** WHAT YOU WILL DO **
Pick out each line with the word "Hussa" from the material that follows.

** SOURCE DATA **
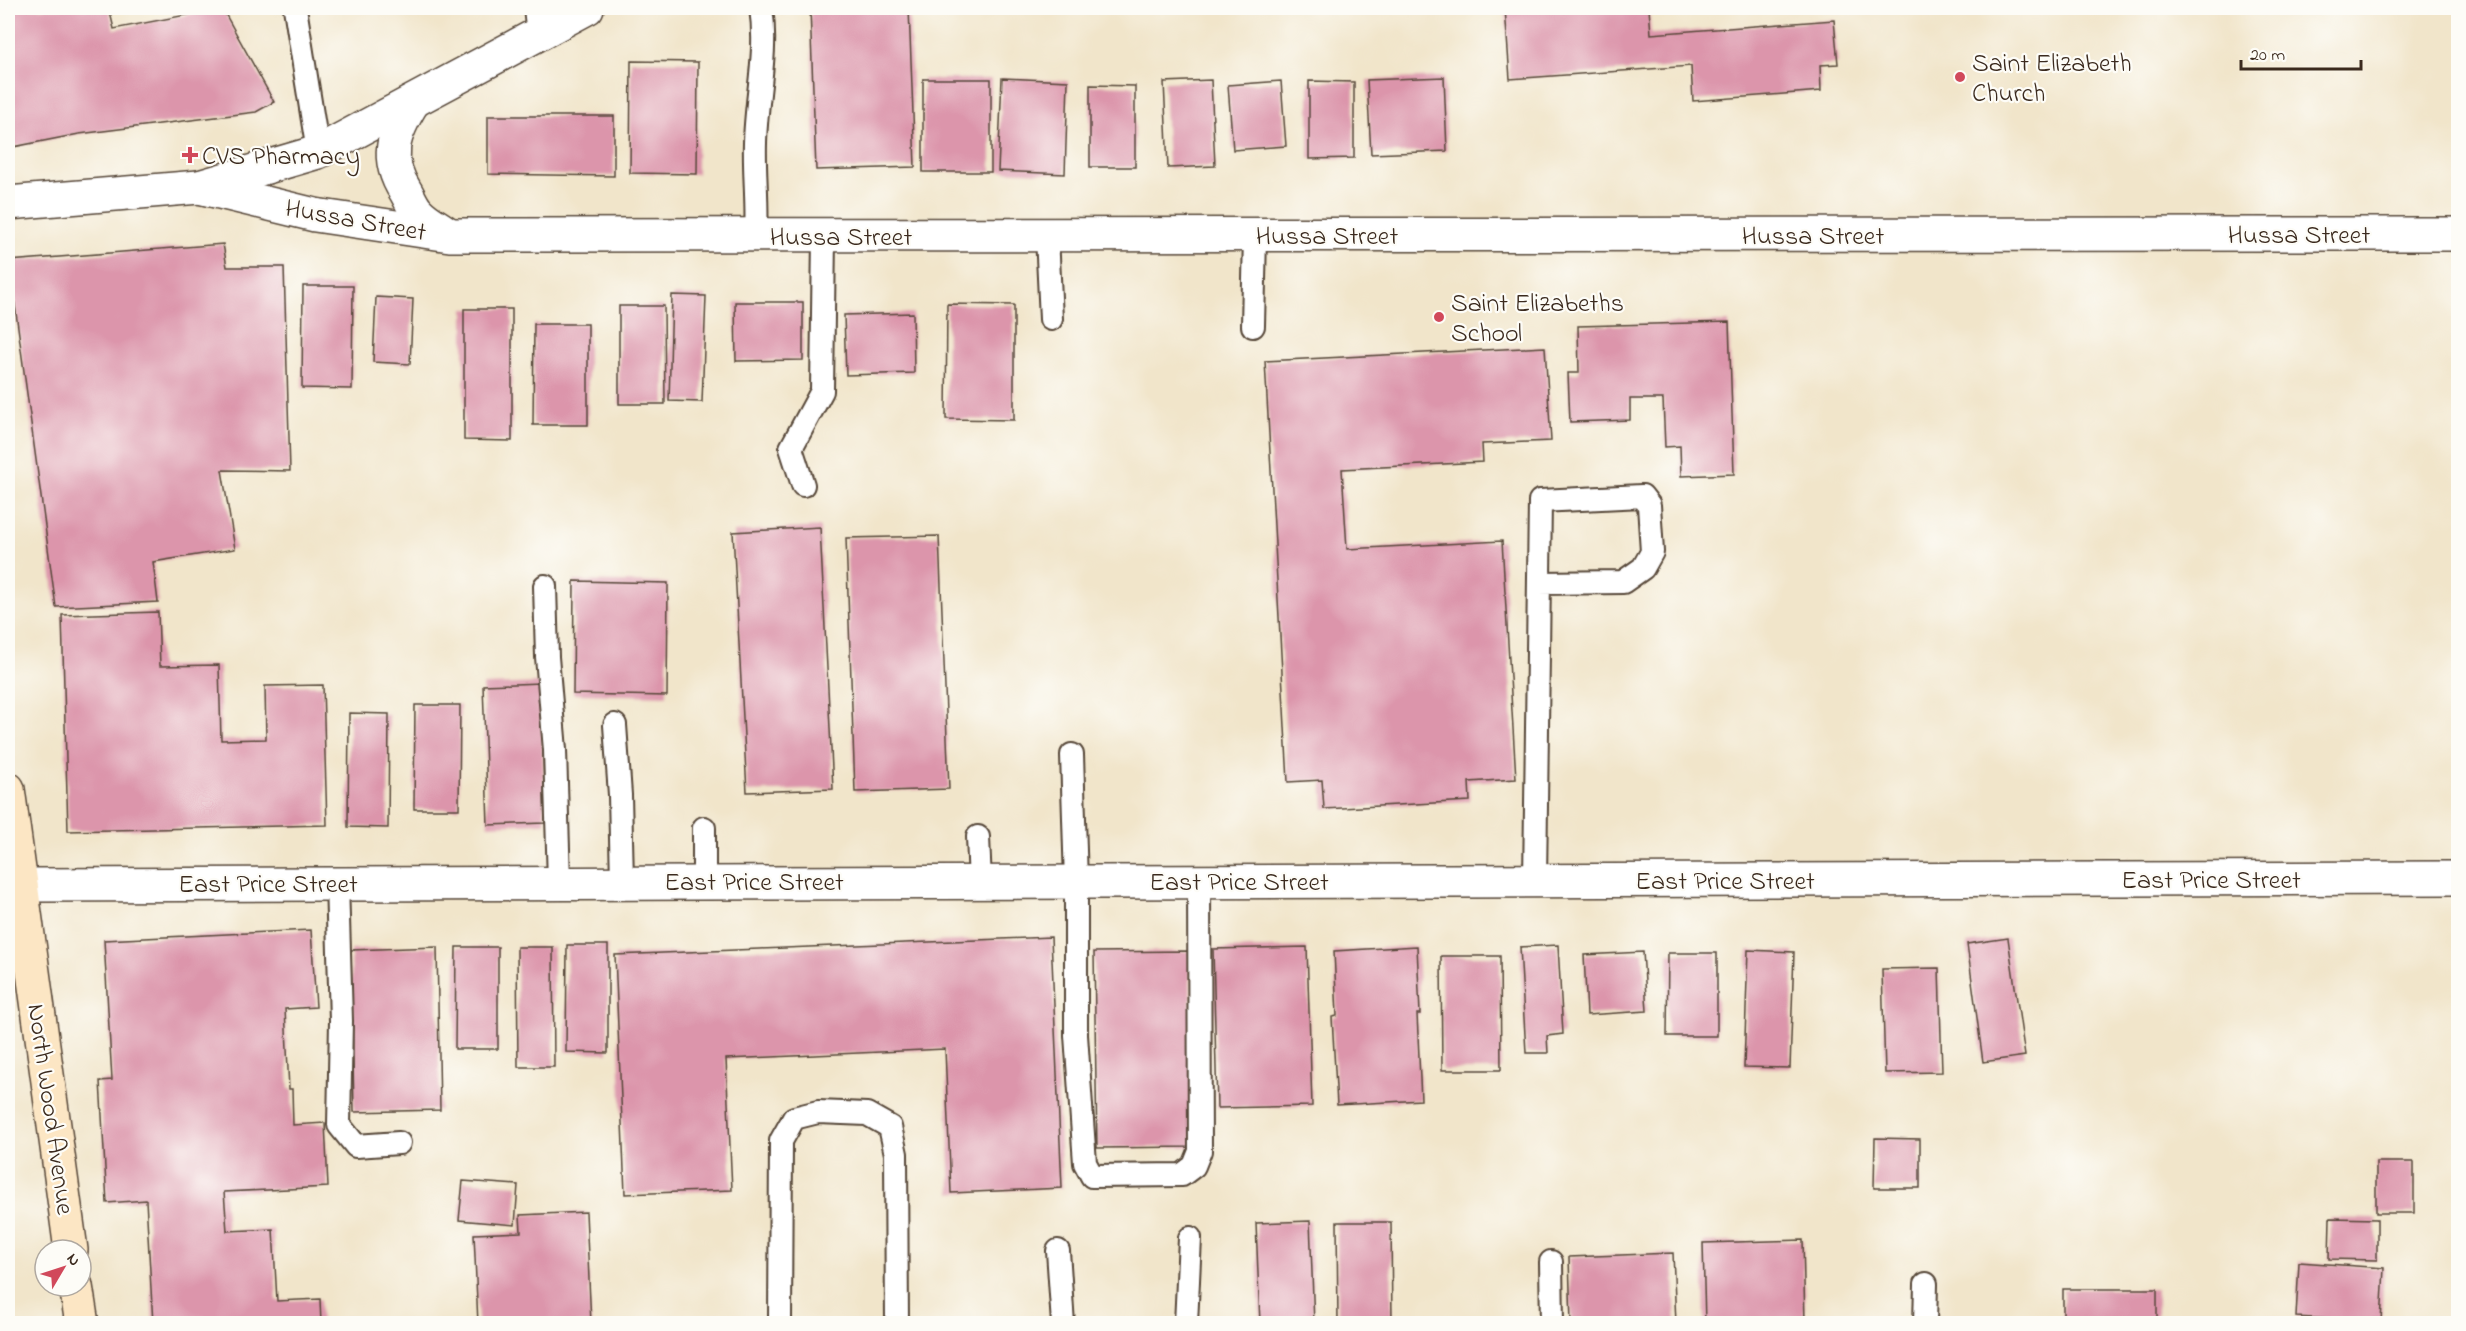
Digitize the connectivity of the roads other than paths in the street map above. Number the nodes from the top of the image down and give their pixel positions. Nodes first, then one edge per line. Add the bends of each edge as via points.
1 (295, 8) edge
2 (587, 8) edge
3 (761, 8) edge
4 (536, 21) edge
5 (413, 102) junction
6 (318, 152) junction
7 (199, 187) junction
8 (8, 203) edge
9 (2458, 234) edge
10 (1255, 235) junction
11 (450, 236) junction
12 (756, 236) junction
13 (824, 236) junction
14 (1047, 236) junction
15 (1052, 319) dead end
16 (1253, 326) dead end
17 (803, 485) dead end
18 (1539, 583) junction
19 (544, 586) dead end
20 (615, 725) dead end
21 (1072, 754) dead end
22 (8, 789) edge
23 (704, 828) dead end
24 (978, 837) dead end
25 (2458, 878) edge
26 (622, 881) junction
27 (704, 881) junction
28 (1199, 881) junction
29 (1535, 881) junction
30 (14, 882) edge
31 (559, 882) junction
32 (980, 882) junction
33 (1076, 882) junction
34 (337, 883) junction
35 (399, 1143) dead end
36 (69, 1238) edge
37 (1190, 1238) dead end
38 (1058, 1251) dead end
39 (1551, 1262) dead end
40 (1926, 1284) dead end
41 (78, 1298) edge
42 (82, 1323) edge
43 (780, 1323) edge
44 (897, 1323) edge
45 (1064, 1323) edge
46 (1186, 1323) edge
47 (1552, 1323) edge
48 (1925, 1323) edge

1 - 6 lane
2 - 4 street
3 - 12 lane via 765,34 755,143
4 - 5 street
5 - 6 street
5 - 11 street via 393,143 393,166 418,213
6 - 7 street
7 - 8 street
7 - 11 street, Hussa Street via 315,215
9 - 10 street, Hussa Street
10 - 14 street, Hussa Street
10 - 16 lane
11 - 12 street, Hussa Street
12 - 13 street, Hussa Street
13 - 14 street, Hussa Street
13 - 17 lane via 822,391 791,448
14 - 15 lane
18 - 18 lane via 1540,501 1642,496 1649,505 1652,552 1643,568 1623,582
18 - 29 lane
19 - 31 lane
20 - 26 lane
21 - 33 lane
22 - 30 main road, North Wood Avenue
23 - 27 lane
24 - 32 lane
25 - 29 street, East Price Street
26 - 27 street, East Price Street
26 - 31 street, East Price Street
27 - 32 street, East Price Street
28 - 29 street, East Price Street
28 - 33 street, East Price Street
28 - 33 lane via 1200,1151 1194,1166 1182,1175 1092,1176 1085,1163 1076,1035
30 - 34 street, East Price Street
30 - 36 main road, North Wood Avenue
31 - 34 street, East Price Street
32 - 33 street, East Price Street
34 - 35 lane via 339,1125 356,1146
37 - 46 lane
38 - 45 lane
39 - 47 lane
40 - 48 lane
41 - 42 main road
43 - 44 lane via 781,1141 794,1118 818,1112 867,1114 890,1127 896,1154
==
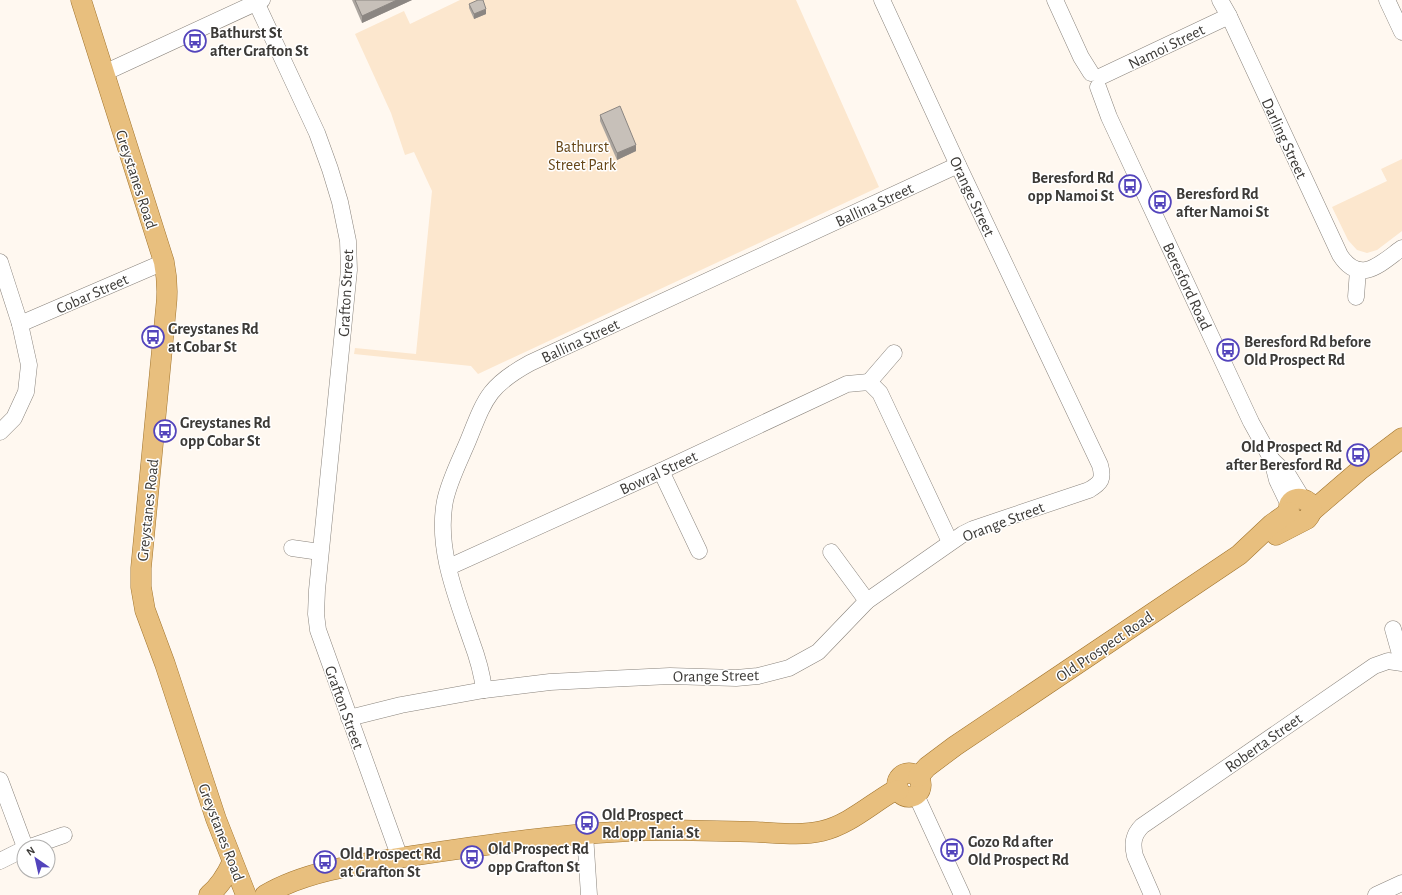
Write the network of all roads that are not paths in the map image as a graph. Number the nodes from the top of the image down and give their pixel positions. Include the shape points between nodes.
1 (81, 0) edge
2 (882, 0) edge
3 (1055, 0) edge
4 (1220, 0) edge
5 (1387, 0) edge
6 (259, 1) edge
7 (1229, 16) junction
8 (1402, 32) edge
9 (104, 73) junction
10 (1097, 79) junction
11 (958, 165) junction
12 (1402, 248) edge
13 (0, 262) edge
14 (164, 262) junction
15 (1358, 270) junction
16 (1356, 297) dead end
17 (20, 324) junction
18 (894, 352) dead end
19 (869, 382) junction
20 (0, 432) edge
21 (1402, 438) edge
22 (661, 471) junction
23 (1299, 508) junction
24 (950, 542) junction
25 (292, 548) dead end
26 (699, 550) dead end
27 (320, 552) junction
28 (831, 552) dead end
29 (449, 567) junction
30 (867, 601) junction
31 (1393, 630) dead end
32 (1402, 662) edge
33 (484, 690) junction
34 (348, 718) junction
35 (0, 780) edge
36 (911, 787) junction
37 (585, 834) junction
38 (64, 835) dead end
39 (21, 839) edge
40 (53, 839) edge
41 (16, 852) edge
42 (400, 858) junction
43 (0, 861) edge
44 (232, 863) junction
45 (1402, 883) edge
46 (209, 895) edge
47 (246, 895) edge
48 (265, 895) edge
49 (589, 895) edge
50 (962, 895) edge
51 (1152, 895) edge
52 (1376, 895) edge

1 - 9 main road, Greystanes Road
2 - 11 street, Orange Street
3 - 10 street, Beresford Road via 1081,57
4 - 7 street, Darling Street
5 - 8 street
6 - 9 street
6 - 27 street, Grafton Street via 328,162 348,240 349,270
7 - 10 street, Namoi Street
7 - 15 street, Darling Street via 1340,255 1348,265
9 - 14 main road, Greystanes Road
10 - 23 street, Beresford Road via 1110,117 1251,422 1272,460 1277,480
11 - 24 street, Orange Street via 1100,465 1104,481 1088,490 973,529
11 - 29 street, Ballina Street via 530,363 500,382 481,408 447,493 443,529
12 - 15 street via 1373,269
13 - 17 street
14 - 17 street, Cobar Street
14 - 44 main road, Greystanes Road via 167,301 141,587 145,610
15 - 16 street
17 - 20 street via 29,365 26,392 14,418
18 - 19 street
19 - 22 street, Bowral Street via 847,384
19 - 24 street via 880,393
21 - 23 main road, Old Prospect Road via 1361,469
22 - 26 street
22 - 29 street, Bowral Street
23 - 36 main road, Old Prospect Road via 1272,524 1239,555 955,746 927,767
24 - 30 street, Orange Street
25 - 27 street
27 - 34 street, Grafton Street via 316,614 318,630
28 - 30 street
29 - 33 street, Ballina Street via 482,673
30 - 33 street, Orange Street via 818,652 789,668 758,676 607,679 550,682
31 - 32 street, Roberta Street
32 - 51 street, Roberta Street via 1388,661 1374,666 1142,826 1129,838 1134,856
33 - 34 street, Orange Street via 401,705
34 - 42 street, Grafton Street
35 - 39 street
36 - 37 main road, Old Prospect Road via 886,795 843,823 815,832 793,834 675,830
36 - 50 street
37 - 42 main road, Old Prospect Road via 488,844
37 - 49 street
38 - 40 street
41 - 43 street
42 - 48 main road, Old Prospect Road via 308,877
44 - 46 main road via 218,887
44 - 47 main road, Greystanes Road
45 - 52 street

** EXERCISE SOLUTION **
7 - 11 street, Hussa Street via 315,215
9 - 10 street, Hussa Street
10 - 14 street, Hussa Street
11 - 12 street, Hussa Street
12 - 13 street, Hussa Street
13 - 14 street, Hussa Street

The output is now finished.